++++ THE DATA

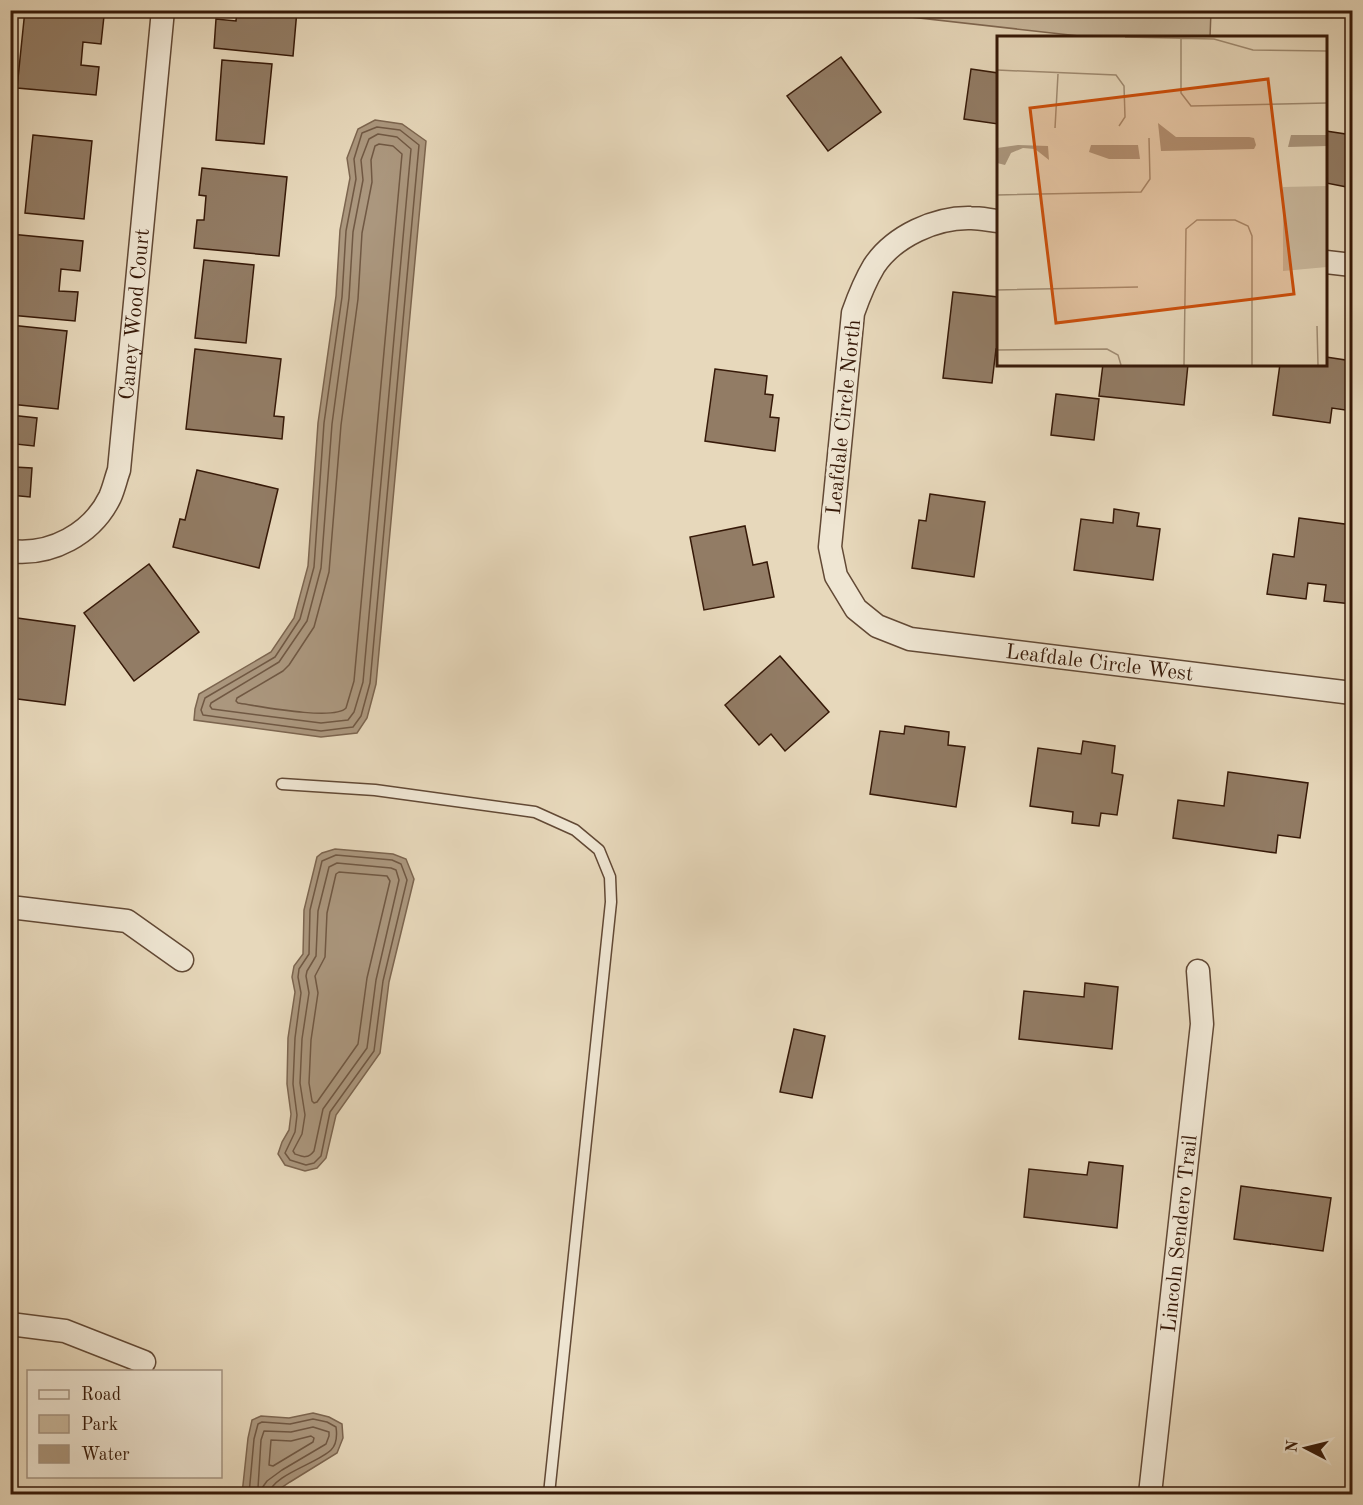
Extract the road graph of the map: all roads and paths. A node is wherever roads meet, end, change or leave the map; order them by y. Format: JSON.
{"nodes":[{"id":1,"x":163,"y":10,"type":"edge"},
{"id":2,"x":997,"y":221,"type":"edge"},
{"id":3,"x":1327,"y":262,"type":"edge"},
{"id":4,"x":1353,"y":266,"type":"edge"},
{"id":5,"x":10,"y":551,"type":"edge"},
{"id":6,"x":856,"y":609,"type":"joint"},
{"id":7,"x":1353,"y":693,"type":"edge"},
{"id":8,"x":282,"y":784,"type":"dead end"},
{"id":9,"x":10,"y":907,"type":"edge"},
{"id":10,"x":182,"y":960,"type":"dead end"},
{"id":11,"x":1198,"y":971,"type":"dead end"},
{"id":12,"x":10,"y":1324,"type":"edge"},
{"id":13,"x":144,"y":1362,"type":"dead end"},
{"id":14,"x":549,"y":1494,"type":"edge"},
{"id":15,"x":1150,"y":1494,"type":"edge"}],
"edges":[{"from":1,"to":5,"type":"street","name":"Caney Wood Court"},
{"from":2,"to":6,"type":"street","name":"Leafdale Circle North"},
{"from":3,"to":4,"type":"street"},
{"from":6,"to":7,"type":"street","name":"Leafdale Circle West"},
{"from":8,"to":14,"type":"lane"},
{"from":9,"to":10,"type":"street"},
{"from":11,"to":15,"type":"street","name":"Lincoln Sendero Trail"},
{"from":12,"to":13,"type":"street"}]}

++++++++

What you give back must be the data above, reproduced exactly and free of pictures.

Extract the road graph of the map: all roads and paths. A node is wherever roads meet, end, change or leave the map; order them by y. Format: JSON.
{"nodes":[{"id":1,"x":163,"y":10,"type":"edge"},
{"id":2,"x":997,"y":221,"type":"edge"},
{"id":3,"x":1327,"y":262,"type":"edge"},
{"id":4,"x":1353,"y":266,"type":"edge"},
{"id":5,"x":10,"y":551,"type":"edge"},
{"id":6,"x":856,"y":609,"type":"joint"},
{"id":7,"x":1353,"y":693,"type":"edge"},
{"id":8,"x":282,"y":784,"type":"dead end"},
{"id":9,"x":10,"y":907,"type":"edge"},
{"id":10,"x":182,"y":960,"type":"dead end"},
{"id":11,"x":1198,"y":971,"type":"dead end"},
{"id":12,"x":10,"y":1324,"type":"edge"},
{"id":13,"x":144,"y":1362,"type":"dead end"},
{"id":14,"x":549,"y":1494,"type":"edge"},
{"id":15,"x":1150,"y":1494,"type":"edge"}],
"edges":[{"from":1,"to":5,"type":"street","name":"Caney Wood Court"},
{"from":2,"to":6,"type":"street","name":"Leafdale Circle North"},
{"from":3,"to":4,"type":"street"},
{"from":6,"to":7,"type":"street","name":"Leafdale Circle West"},
{"from":8,"to":14,"type":"lane"},
{"from":9,"to":10,"type":"street"},
{"from":11,"to":15,"type":"street","name":"Lincoln Sendero Trail"},
{"from":12,"to":13,"type":"street"}]}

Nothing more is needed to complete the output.